Landa teases La Padite about the location of the hidden family, dancing around the knowledge that we are becoming more and more aware that he has. He pulls out a comically large pipe and smokes it gently while he lays down the situation in front of La Padite. Either he tells him what he wants to know, or his men will search the house.

“I might add also that any information that makes the performance of my duty easier will not be met with punishment. Actually, quite the contrary, it will be met with reward, and that reward will be your family will cease to be harassed in any way by the German military during the rest of our occupation of your country.”

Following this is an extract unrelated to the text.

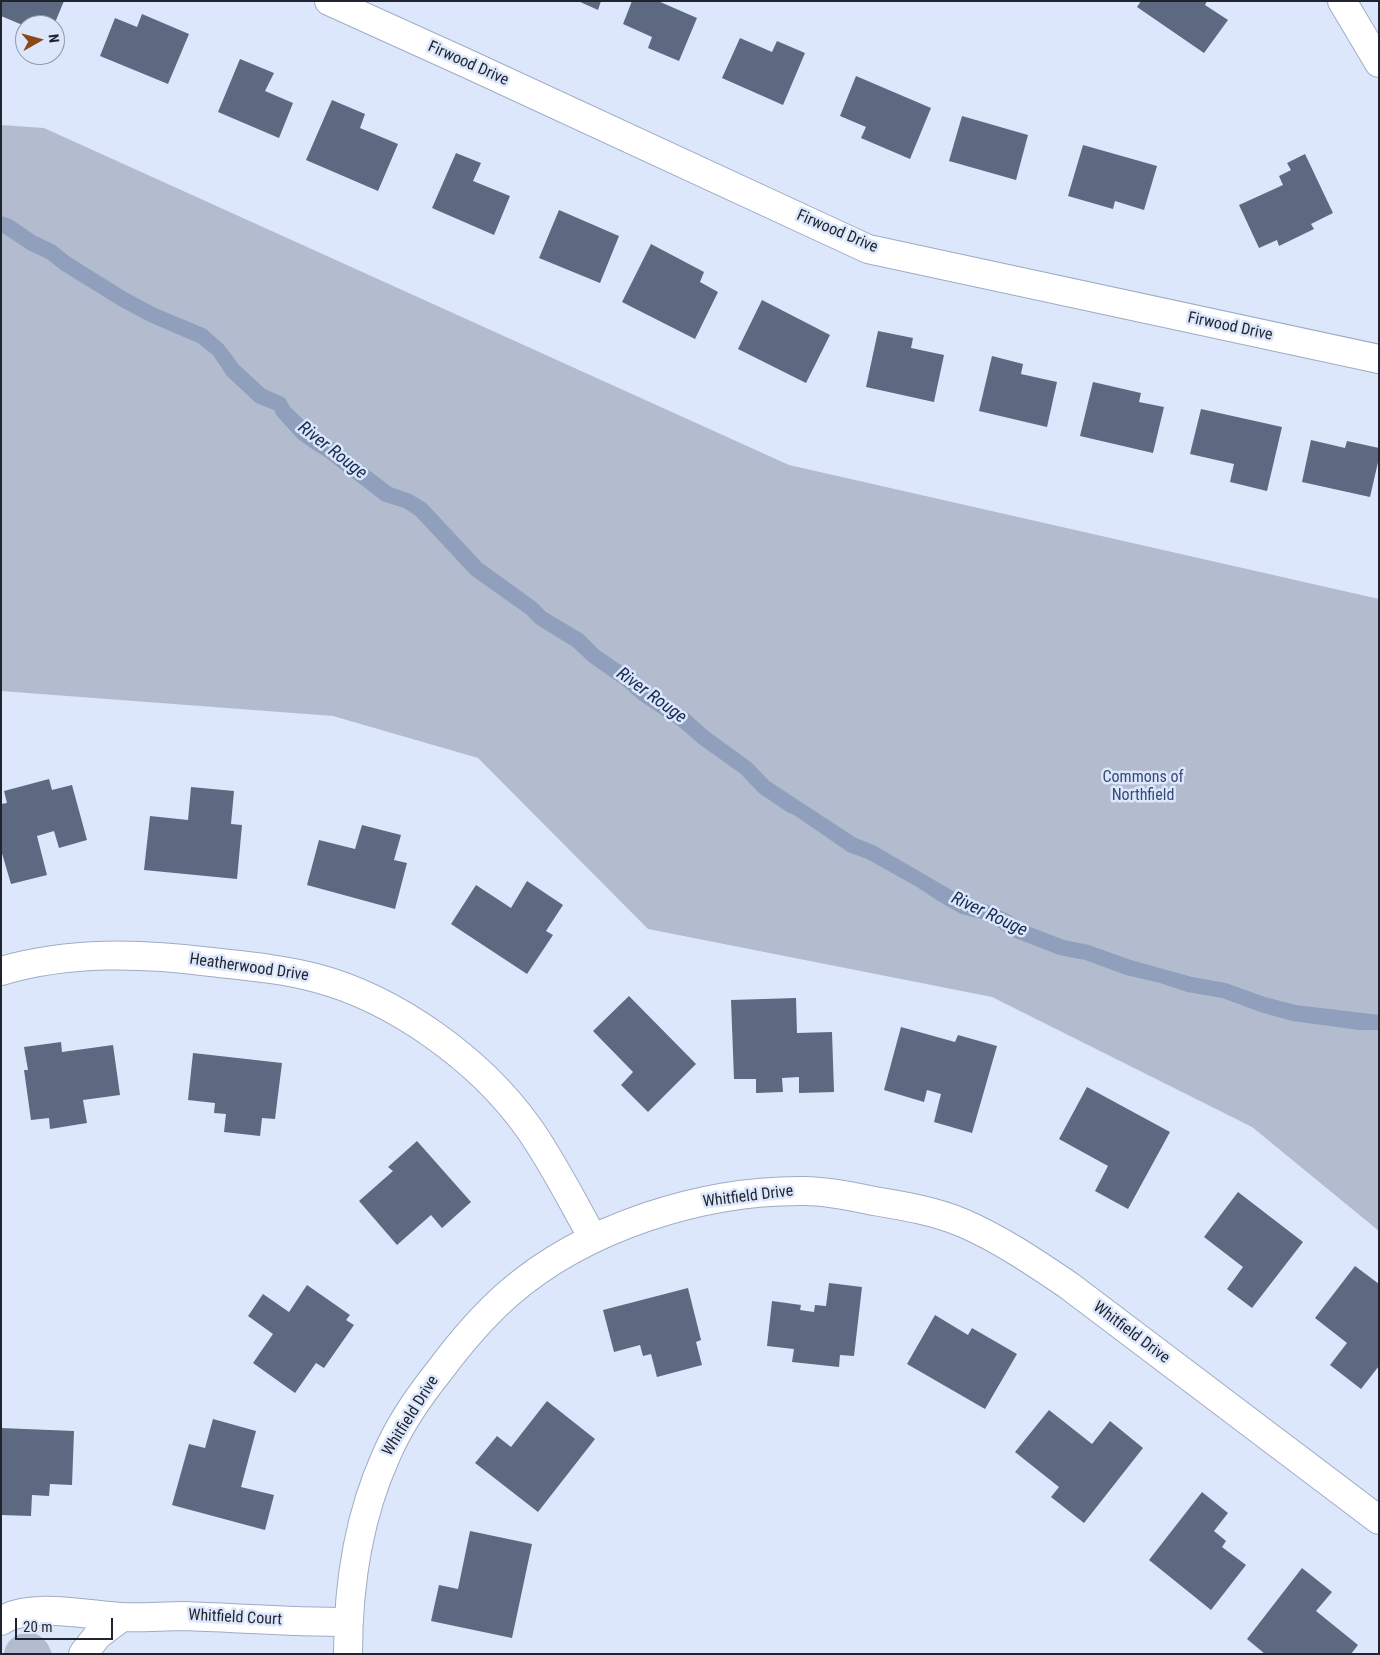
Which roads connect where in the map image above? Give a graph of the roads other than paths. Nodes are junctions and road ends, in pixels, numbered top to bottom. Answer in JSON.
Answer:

It is a quiet line, one filled with force and violence and directed straight at the camera, straight at you. There is a reward here, but also a hidden threat, of harassment, or regular searches, of the soldiers in black boots with submachine guns standing outside with his wife and daughter. Sure he can choose, but the real choice was taken from him the moment Landa set his sights on the farm.

Fifteen long, torturous seconds pass. Fifteen seconds where we watch a man break. Landa already knows the answer to all of the questions that he is asking, but the point of the game is to break the man, to win the mental battle and dominate other people, to force them to give up their friends and neighbors and turn them into accomplices. It fits with his persona of The Jew Hunter and his actions later in the movie.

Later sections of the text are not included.